When can I get my COVID vaccine?

So far, the rollout is available to people in phase 1a and 1b — frontline workers across quarantine, border and health; aged care and disability care staff; elderly adults 70 years and older; Aboriginal and Torres Strait Island adults over 55; healthcare workers; adults with specific medical conditions; critical and high-risk workers.

The next phase is 2a, for adults 50+ and other Aboriginal and Torres Strait Islander adults not covered by the previous category. 2b is the one the majority of Australians fall into. If you’re not quite sure what category you fall into, there is a vaccine eligibility checker.

What vaccine will I receive?

The majority of Australians will be receiving the AstraZeneca vaccine.

Although complications arose in the distribution of the vaccine, including instances of blood clotting in Europe and allergic reactions in Australia, the latest study from the company found it is 79% effective overall at preventing symptomatic cases of COVID-19.

The long-anticipated study out of the US moves AstraZeneca a step closer to clearance for American use, according to The Sydney Morning Herald.
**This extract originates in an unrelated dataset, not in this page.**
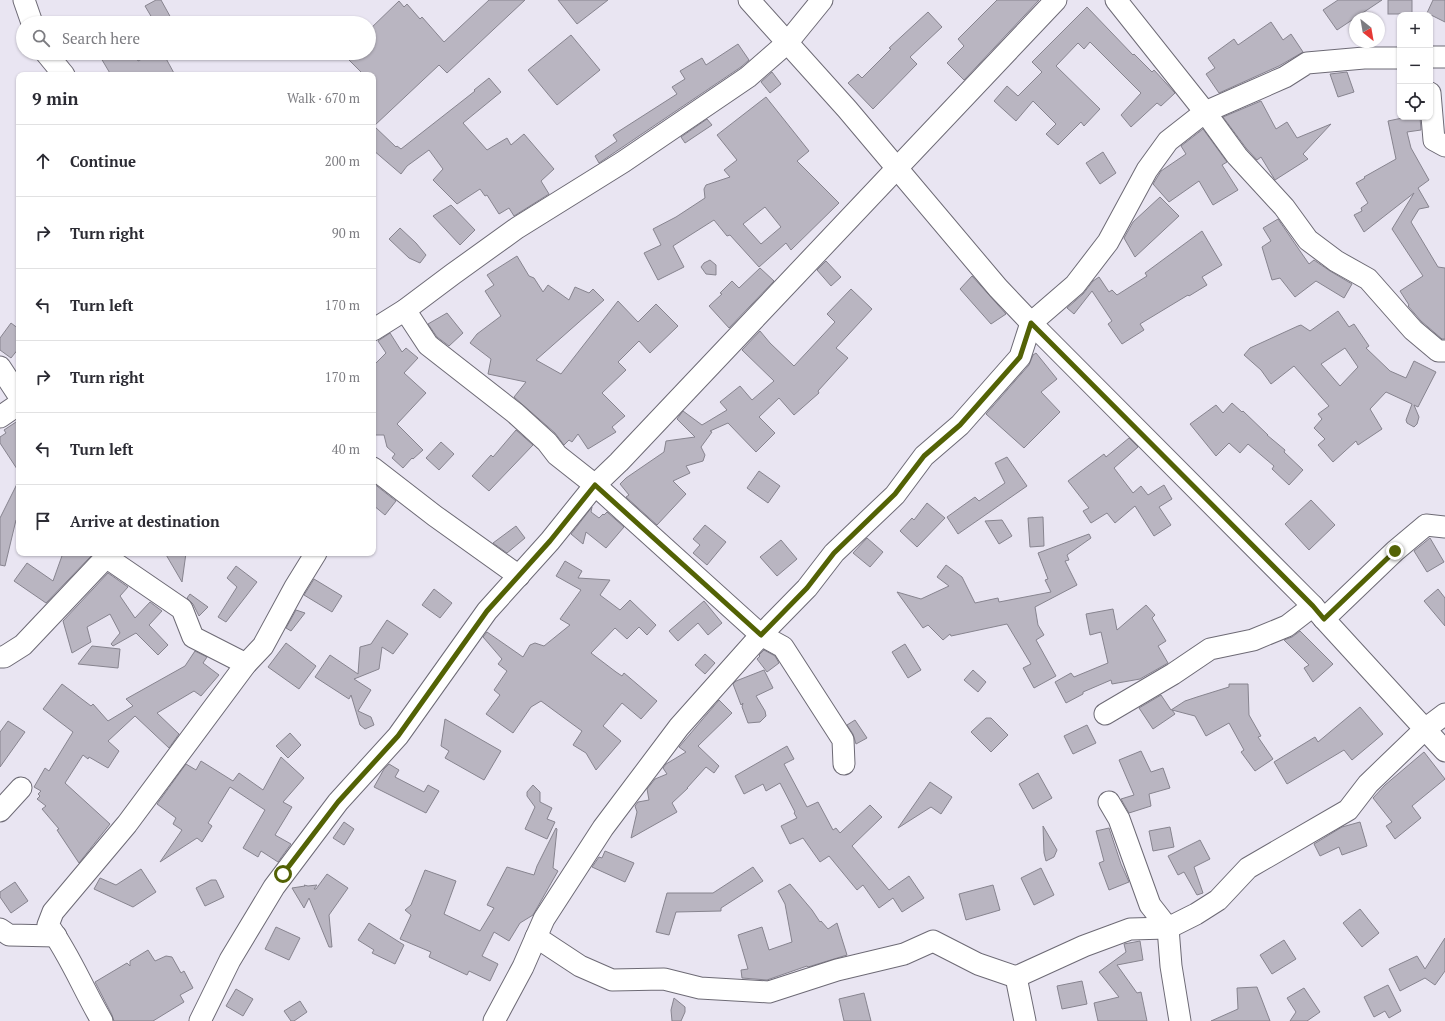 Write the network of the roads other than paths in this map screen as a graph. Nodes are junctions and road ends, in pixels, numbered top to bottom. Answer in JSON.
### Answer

When should I get a flu vaccine?

According to a release from the National Immunisation Program, influenza vaccines will become available for the health sector in April 2021.

As for the timing around it, the Australian Technical Advisory Group (ATAGI) can help you there. As with all vaccines, there should be a 14-day interval. So no, you can’t get your COVID vaccination and flu vaccination on the same day — they need to be spaced out by two weeks.

If you’re wondering what order it should be in? That depends on what phase you’re a part of. If you’re in the earlier phases of the COVID vaccine, you should receive that first — then the influenza vaccine.

In a later phase? Receive the flu vaccination as soon as it’s available, then get the COVID vaccine.

Just try to make it before the start of influenza season (which peaks from June to September).

Who should get the flu vaccine?

ATAGI recommends everyone over the age of six months get the annual flu vaccine as “It is the most important measure to prevent influenza and its complications” — so, pretty much everyone. This includes pregnant women, at any stage of pregnancy.

Optimal protection against the flu occurs in the first three to four months after vaccination and is generally expected to last throughout the year.